En ese panorama social-diverso, presente en las aulas, se sigue enseñando lo
mismo de hace 20, 30, 40 años; formamos para el pasado y no para el
presente. Desconocemos la educación como un tema que es político, donde
todos deberíamos participar; son otros los que deciden qué es lo que se enseña,
y no sabemos bajo qué criterios. ¿Cuentan las Instituciones con las
herramientas técnicas y el personal idóneo para desarrollar los contenidos en
el aula? No lo creo, porque en una escuela rural, por ejemplo, tenemos a lo
sumo dos docentes para atender 20, 30 o 40 estudiantes de primero a quinto,
eso en mi época, ahora atienden desde prescolar. La mayoría de estos docentes
son licenciados en un área específica: legua castellana, matemáticas, ciencias
sociales, etc. Y si alguien se atreve a decir que eso esas falencias son solo en
el área rural, le diré entonces que la brecha social educativa es enorme y que
son las poblaciones apartadas las más afectadas.
Para seguir con más ejemplos les diré que aún recuerdo el experimento del
fríjol sembrado en ambientes diferentes, ¡VAYA TONTERÍA! Si teníamos el
campo para hacerlo, la tierra. Bastaba con buscar diferentes terrenos y
ambientes dentro de la vereda para sembrar allí, bajo el palo de mango, en el
patio dela casa, atrás de la cocina, en fin…trabajarlo en una huerta
comunitaria por ejemplo, y aplicar al mismo tiempo las matemáticas, medidas,
pesos, colores, algo de la estructura interna de la tierra, etc.

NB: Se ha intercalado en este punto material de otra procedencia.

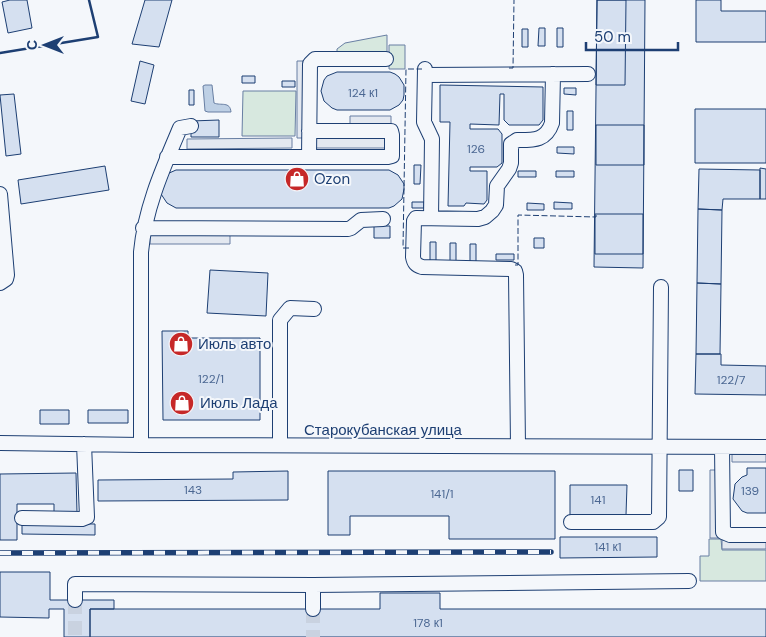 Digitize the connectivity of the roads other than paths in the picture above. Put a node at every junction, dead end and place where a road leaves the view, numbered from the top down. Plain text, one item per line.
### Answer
1 (386, 59) dead end
2 (552, 74) junction
3 (588, 74) dead end
4 (186, 130) dead end
5 (309, 131) junction
6 (167, 157) junction
7 (309, 158) junction
8 (0, 194) edge
9 (431, 218) junction
10 (383, 219) dead end
11 (143, 228) junction
12 (0, 283) edge
13 (660, 287) dead end
14 (314, 309) dead end
15 (0, 443) edge
16 (84, 444) junction
17 (142, 445) junction
18 (280, 446) junction
19 (518, 446) junction
20 (660, 447) junction
21 (722, 447) junction
22 (766, 447) edge
23 (22, 518) dead end
24 (571, 522) dead end
25 (766, 535) edge
26 (689, 581) dead end
27 (313, 585) junction
28 (75, 600) tunnel mouth
29 (313, 609) tunnel mouth

1 - 5 street
2 - 3 street
2 - 9 street
2 - 9 street
4 - 6 street
5 - 7 street
5 - 7 street
6 - 7 street
6 - 11 street
8 - 12 street
9 - 19 street
10 - 11 street
11 - 17 street
13 - 20 street
14 - 18 street
15 - 16 street, Старокубанская улица
16 - 17 street, Старокубанская улица
16 - 23 street
17 - 18 street, Старокубанская улица
18 - 19 street, Старокубанская улица
19 - 20 street, Старокубанская улица
20 - 21 street, Старокубанская улица
20 - 24 street
21 - 22 street, Старокубанская улица
21 - 25 street
26 - 27 street
27 - 28 street
27 - 29 street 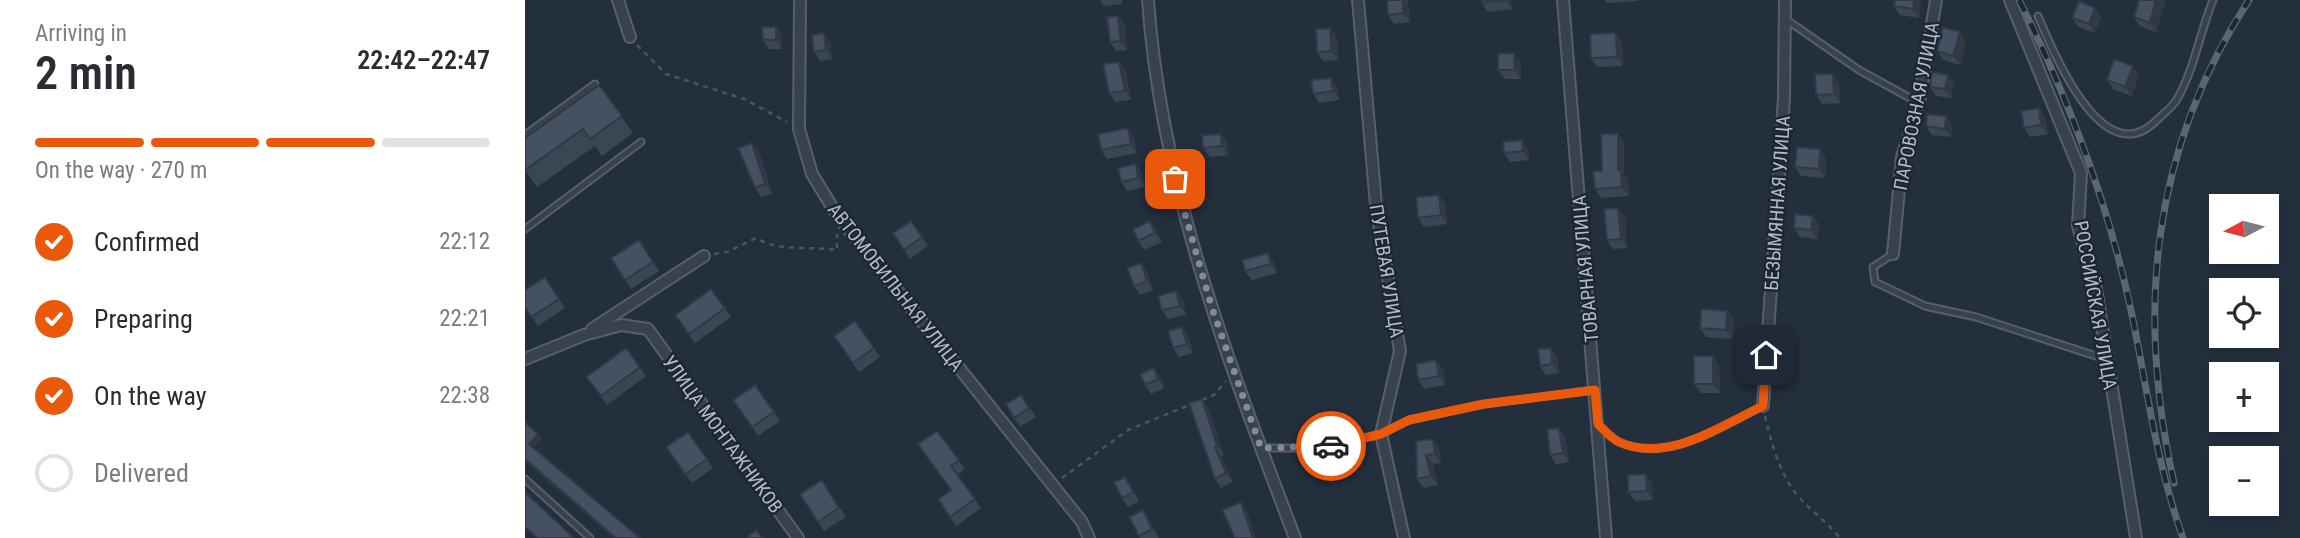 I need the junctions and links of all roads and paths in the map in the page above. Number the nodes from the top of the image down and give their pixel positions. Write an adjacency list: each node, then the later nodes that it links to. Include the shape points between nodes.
1 (618, 0): 12 (street)
2 (800, 0): 15 (street, АВТОМОБИЛЬНАЯ УЛИЦА)
3 (1148, 0): 25 (street, via 1164,135)
4 (1358, 0): 29 (street, ПУТЕВАЯ УЛИЦА, via 1376,205 1400,351)
5 (1563, 0): 26 (street, ТОВАРНАЯ УЛИЦА)
6 (1785, 0): 11 (street, БЕЗЫМЯННАЯ УЛИЦА)
7 (1937, 0): 14 (street, ПАРОВОЗНАЯ УЛИЦА)
8 (2010, 0): 24 (street, РОССИЙСКАЯ УЛИЦА, via 2081,173 2078,226 2095,288)
9 (2214, 0): 10 (lane, via 2175,102 2150,128 2137,134 2114,132 2083,103 2064,74)
10 (2038, 16)
11 (1784, 18): 14 (lane, via 1859,71); 27 (street, БЕЗЫМЯННАЯ УЛИЦА, via 1784,98)
12 (629, 37): 15 (path, via 666,74 744,99)
13 (595, 84): 16 (lane)
14 (1919, 103): 20 (street, ПАРОВОЗНАЯ УЛИЦА, via 1902,157)
15 (799, 129): 18 (street, АВТОМОБИЛЬНАЯ УЛИЦА, via 811,173)
16 (525, 135)
17 (641, 142): 19 (lane)
18 (837, 215): 21 (path, via 837,250 770,246 756,238 727,252); 32 (street, АВТОМОБИЛЬНАЯ УЛИЦА)
19 (525, 229)
20 (1893, 254): 24 (lane, via 1874,267 1875,282 1925,306 1976,317)
21 (704, 256): 22 (street)
22 (584, 335): 23 (street); 34 (street, УЛИЦА МОНТАЖНИКОВ, via 621,325 648,329)
23 (525, 359)
24 (2105, 359): 40 (street, РОССИЙСКАЯ УЛИЦА)
25 (1234, 372): 30 (street); 32 (path, via 1215,395 1140,424 1065,478)
26 (1595, 390): 28 (street, ТОВАРНАЯ УЛИЦА); 29 (lane, via 1484,404 1409,420)
27 (1763, 406): 28 (lane, via 1678,446 1649,450 1617,441); 39 (path, via 1772,447 1797,495)
28 (1598, 424): 38 (street, ТОВАРНАЯ УЛИЦА)
29 (1381, 434): 30 (lane, via 1325,447); 37 (street, ПУТЕВАЯ УЛИЦА)
30 (1261, 448): 36 (street)
31 (525, 479): 33 (lane)
32 (1049, 480): 35 (street, АВТОМОБИЛЬНАЯ УЛИЦА)
33 (590, 538)
34 (798, 538)
35 (1089, 538)
36 (1295, 538)
37 (1404, 538)
38 (1606, 538)
39 (1840, 538)
40 (2136, 538) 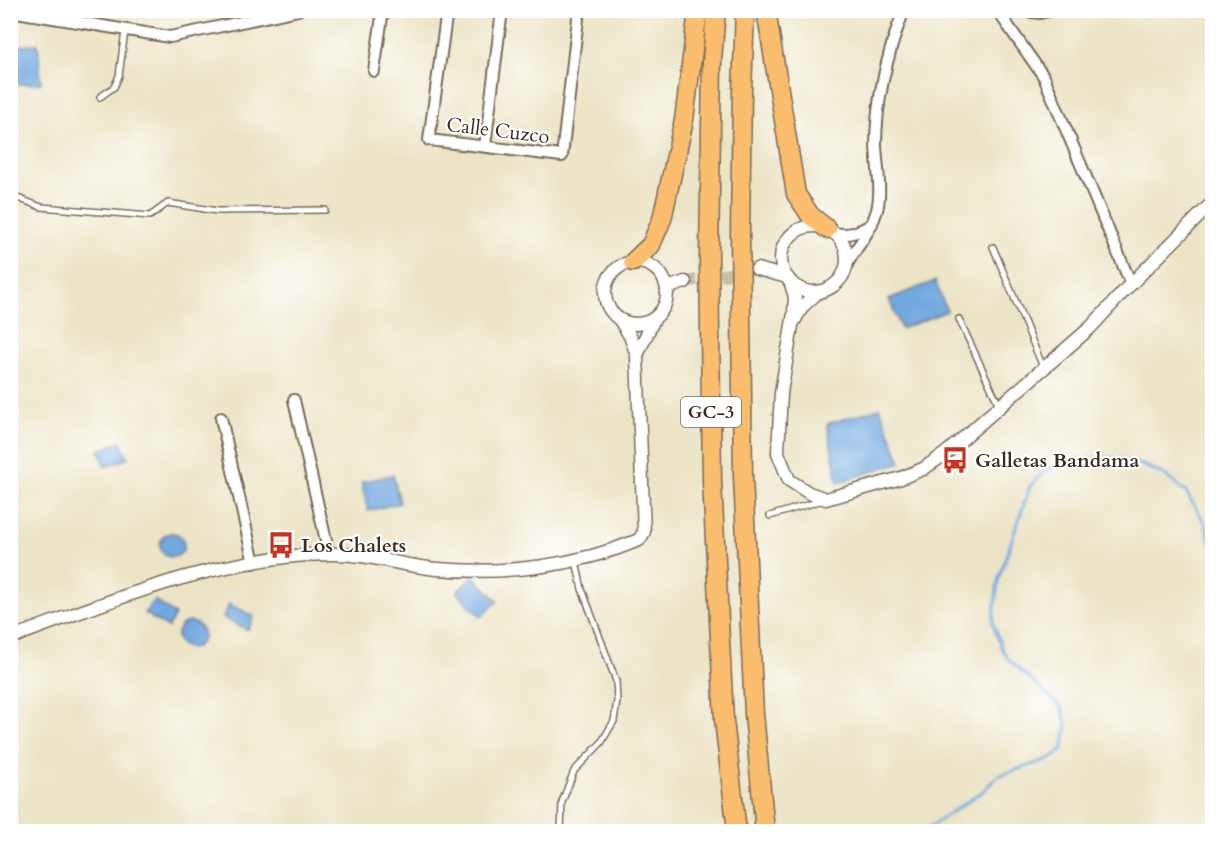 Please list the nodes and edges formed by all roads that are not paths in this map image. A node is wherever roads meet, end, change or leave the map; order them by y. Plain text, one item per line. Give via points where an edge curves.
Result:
1 (298, 10) edge
2 (383, 10) edge
3 (447, 10) edge
4 (502, 10) edge
5 (579, 10) edge
6 (698, 10) edge
7 (716, 10) edge
8 (745, 10) edge
9 (766, 10) edge
10 (904, 10) edge
11 (997, 10) edge
12 (1013, 10) edge
13 (1053, 10) edge
14 (10, 11) edge
15 (125, 31) junction
16 (374, 71) dead end
17 (100, 97) dead end
18 (485, 146) junction
19 (10, 195) edge
20 (1212, 203) edge
21 (325, 210) dead end
22 (872, 224) junction
23 (831, 231) junction
24 (993, 248) dead end
25 (782, 253) junction
26 (633, 262) junction
27 (846, 266) junction
28 (788, 279) junction
29 (685, 282) tunnel mouth
30 (1131, 284) junction
31 (667, 288) junction
32 (818, 292) junction
33 (654, 319) junction
34 (960, 319) dead end
35 (620, 320) junction
36 (793, 324) junction
37 (637, 355) junction
38 (1043, 368) junction
39 (294, 400) dead end
40 (1000, 406) junction
41 (221, 418) dead end
42 (826, 499) junction
43 (770, 516) dead end
44 (329, 554) junction
45 (576, 561) junction
46 (254, 563) junction
47 (10, 638) edge
48 (764, 809) junction
49 (736, 823) edge
50 (561, 831) edge
51 (765, 831) edge
52 (774, 831) edge

1 - 15 street via 170,37
2 - 16 street
3 - 18 street, Calle Cuzco via 429,140
4 - 18 street
5 - 18 street, Calle Cuzco via 562,156
6 - 26 highway via 684,120 662,219 651,246
7 - 49 highway, GC-3 via 709,258 712,481 724,720
8 - 48 highway, GC-3 via 740,233 743,476 754,714
9 - 23 highway via 796,194 810,215
10 - 22 street via 884,72 879,105 879,194
11 - 30 street via 1044,77
12 - 13 street
14 - 15 street
15 - 17 lane via 119,76 114,87
19 - 21 lane via 41,207 150,216 168,203 217,211
20 - 30 street
22 - 23 street via 846,235
22 - 27 street
23 - 25 street via 818,226 799,230
23 - 27 street via 845,248
24 - 38 lane
25 - 28 street
25 - 28 street via 757,269
26 - 31 street via 642,262 658,272
26 - 35 street via 615,269 605,286 607,306
27 - 32 street via 836,284
28 - 32 street via 798,288
28 - 36 street via 795,297
29 - 31 street
30 - 38 street via 1090,328
31 - 33 street via 664,305
32 - 36 street via 803,306
33 - 35 street via 637,324
33 - 37 street
34 - 40 lane
35 - 37 street
36 - 42 street via 781,393 778,453 789,480
37 - 45 street via 644,532 639,540
38 - 40 street
39 - 44 street
40 - 42 street via 923,469
41 - 46 street
42 - 43 lane
44 - 45 street via 438,569 518,570
44 - 46 street
45 - 50 lane via 582,589 616,681 617,701 614,721 601,743 574,771 562,802
46 - 47 street via 179,578
48 - 51 highway, GC-3
48 - 52 highway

El aula de clase debe tomarse como un sistema donde los contenidos son el
alimento que circula por el sistema digestivo y donde cada estudiante cumple
una función específica, y por tanto los contenidos deben darse en dosis que ese
sistema pueda digerir de la mejor manera. Ese cuerpo humano que es el aula
debe ser sano, vigoroso, eso solo se da si lo alimentamos cada día
satisfaciendo su sed de conocimiento y su hambre de sabiduría.
Tener esto en cuenta implica motivar al estudiante a recibir su alimento,
dejarle saber para qué se le enseña, cómo se aplica lo estudiado en la vida la
real, qué beneficios traerá para él el hecho de saber sumar, contar, hablar,
medir… cómo lo pongo en su contexto para que disfrute de cada acción que se
realiza en el aula o fuera de ella. Necesitamos movilizar a los estudiantes pero
sobre todo a los docentes, y más a los que diseñan los programas de
educación; no podemos seguir educando para el pasado, hay que educar para
el futuro, proyectarse y tener una visión amplia de lo que implican esos
primeros años de formación. Debemos buscar una transformación en los
sistemas educativos que evidentemente incidirá en los profesores y los
estudiantes, que, podrán disfrutar del aprendizaje y aplicarlo a sus contextos
para poder transformar sus realidades locales.